Its due to to the refactoring in my PR/8416, the RehydratedComponents was pulled up a level, and shared now among all the calls to createRunnerForPTransform in the various PtransfomRunnerFactories.
I is now triggering some code paths which were not previously triggered for all types of PTransforms/PCollections, causing this error to occur.
jsonPayload:
{
exception: "org.apache.beam.vendor.guava.v20_0.com.google.common.util.concurrent.UncheckedExecutionException: java.lang.IllegalArgumentException: Cannot convert unknown org.apache.beam.model.pipeline.v1.RunnerApi.IsBounded to org.apache.beam.sdk.values.PCollection.IsBounded: UNSPECIFIED
at org.apache.beam.vendor.guava.v20_0.com.google.common.cache.LocalCache$Segment.get(LocalCache.java:2214)
at org.apache.beam.vendor.guava.v20_0.com.google.common.cache.LocalCache.get(LocalCache.java:4053)
at org.apache.beam.vendor.guava.v20_0.com.google.common.cache.LocalCache.getOrLoad(LocalCache.java:4057)
at org.apache.beam.vendor.guava.v20_0.com.google.common.cache.LocalCache$LocalLoadingCache.get(LocalCache.java:4986)
at org.apache.beam.runners.core.construction.RehydratedComponents.getPCollection(RehydratedComponents.java:144)
at org.apache.beam.fn.harness.data.PCollectionConsumerRegistry.getMultiplexingConsumer(PCollectionConsumerRegistry.java:145)
at org.apache.beam.fn.harness.DoFnPTransformRunnerFactory$Context.<init>(DoFnPTransformRunnerFactory.java:284)
at org.apache.beam.fn.harness.DoFnPTransformRunnerFactory.createRunnerForPTransform(DoFnPTransformRunnerFactory.java:97)
at org.apache.beam.fn.harness.DoFnPTransformRunnerFactory.createRunnerForPTransform(DoFnPTransformRunnerFactory.java:63)
at org.apache.beam.fn.harness.control.ProcessBundleHandler.createRunnerAndConsumersForPTransformRecursively(ProcessBundleHandler.java:198)
at org.apache.beam.fn.harness.control.ProcessBundleHandler.createRunnerAndConsumersForPTransformRecursively(ProcessBundleHandler.java:166)
at org.apache.beam.fn.harness.control.ProcessBundleHandler.createRunnerAndConsumersForPTransformRecursively(ProcessBundleHandler.java:166)
at org.apache.beam.fn.harness.control.ProcessBundleHandler.processBundle(ProcessBundleHandler.java:306)
at org.apache.beam.fn.harness.control.BeamFnControlClient.delegateOnInstructionRequestType(BeamFnControlClient.java:160)
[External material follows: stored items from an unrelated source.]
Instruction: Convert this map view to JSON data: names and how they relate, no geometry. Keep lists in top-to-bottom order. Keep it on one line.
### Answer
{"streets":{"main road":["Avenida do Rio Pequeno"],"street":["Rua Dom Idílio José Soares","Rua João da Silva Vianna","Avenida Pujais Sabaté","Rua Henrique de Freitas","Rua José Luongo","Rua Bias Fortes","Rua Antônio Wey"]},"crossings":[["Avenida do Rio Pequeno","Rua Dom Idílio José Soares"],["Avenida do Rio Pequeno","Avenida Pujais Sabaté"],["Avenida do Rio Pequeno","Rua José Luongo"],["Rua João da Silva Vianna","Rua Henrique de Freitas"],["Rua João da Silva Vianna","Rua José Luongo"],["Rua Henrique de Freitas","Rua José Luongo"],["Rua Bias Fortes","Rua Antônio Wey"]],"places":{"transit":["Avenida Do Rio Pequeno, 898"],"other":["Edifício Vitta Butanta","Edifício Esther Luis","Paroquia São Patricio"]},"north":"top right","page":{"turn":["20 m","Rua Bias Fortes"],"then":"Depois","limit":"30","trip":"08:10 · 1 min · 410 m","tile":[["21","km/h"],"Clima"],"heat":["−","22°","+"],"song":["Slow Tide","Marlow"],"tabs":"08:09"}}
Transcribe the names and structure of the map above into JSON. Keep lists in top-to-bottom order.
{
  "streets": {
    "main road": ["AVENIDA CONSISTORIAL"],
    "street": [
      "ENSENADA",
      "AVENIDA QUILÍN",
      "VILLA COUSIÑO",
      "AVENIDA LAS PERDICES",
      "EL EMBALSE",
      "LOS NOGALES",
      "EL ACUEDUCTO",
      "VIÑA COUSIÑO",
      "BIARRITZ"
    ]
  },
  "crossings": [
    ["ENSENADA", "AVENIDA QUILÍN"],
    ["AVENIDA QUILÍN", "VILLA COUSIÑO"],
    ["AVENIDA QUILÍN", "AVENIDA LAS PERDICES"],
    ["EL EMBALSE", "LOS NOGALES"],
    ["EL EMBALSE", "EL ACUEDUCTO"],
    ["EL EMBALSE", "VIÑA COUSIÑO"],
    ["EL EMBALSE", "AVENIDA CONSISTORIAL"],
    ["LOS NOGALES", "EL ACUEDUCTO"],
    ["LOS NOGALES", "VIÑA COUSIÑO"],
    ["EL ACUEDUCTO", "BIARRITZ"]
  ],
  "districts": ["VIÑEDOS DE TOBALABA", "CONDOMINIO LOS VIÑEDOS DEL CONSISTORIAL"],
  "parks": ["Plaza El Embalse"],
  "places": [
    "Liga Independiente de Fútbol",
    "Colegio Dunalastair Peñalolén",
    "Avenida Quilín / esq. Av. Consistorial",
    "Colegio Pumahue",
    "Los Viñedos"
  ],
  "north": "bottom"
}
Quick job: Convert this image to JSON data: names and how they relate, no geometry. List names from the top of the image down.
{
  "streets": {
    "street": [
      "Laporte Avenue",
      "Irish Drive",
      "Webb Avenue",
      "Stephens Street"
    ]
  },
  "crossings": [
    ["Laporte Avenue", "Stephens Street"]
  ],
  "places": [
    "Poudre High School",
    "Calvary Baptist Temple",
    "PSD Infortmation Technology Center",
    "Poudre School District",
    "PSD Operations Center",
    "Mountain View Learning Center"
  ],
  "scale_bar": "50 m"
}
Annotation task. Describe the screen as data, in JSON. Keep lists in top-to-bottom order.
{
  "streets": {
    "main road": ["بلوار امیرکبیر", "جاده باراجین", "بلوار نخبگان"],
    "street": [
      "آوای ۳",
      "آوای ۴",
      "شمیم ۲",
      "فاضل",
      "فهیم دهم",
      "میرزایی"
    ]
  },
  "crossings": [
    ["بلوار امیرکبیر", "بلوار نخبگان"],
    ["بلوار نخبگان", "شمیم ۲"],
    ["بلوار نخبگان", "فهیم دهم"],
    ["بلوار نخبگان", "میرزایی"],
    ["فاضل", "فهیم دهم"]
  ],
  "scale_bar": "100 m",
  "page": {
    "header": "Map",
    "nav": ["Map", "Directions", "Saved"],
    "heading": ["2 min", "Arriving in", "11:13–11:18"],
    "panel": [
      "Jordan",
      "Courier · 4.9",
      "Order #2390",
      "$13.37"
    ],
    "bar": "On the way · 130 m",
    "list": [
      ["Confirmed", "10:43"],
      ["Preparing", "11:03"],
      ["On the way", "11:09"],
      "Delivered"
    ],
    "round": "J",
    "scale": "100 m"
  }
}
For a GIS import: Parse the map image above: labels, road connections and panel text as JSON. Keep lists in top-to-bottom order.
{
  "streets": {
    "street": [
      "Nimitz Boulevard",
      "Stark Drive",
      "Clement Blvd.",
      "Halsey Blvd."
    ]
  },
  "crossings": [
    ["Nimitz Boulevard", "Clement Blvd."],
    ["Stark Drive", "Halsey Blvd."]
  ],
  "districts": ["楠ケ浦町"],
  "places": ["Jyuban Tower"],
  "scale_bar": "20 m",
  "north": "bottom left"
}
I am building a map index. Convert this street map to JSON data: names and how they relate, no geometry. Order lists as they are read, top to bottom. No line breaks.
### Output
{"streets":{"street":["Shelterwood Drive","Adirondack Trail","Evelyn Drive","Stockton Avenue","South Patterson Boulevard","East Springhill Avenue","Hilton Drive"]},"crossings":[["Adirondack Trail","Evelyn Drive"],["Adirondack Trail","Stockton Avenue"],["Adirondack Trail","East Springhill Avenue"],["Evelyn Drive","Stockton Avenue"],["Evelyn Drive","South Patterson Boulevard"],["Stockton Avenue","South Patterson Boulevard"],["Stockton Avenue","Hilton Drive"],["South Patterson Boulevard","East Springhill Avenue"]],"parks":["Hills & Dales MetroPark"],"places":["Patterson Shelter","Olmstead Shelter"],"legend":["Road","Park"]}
at org.apache.beam.fn.harness.control.BeamFnControlClient.lambda$processInstructionRequests$0(BeamFnControlClient.java:144)
at java.util.concurrent.ThreadPoolExecutor.runWorker(ThreadPoolExecutor.java:1149)
at java.util.concurrent.ThreadPoolExecutor$Worker.run(ThreadPoolExecutor.java:624)
at java.lang.Thread.run(Thread.java:748)
Caused by: java.lang.IllegalArgumentException: Cannot convert unknown org.apache.beam.model.pipeline.v1.RunnerApi.IsBounded to org.apache.beam.sdk.values.PCollection.IsBounded: UNSPECIFIED
at org.apache.beam.runners.core.construction.PCollectionTranslation.fromProto(PCollectionTranslation.java:88)
at org.apache.beam.runners.core.construction.PCollectionTranslation.fromProto(PCollectionTranslation.java:56)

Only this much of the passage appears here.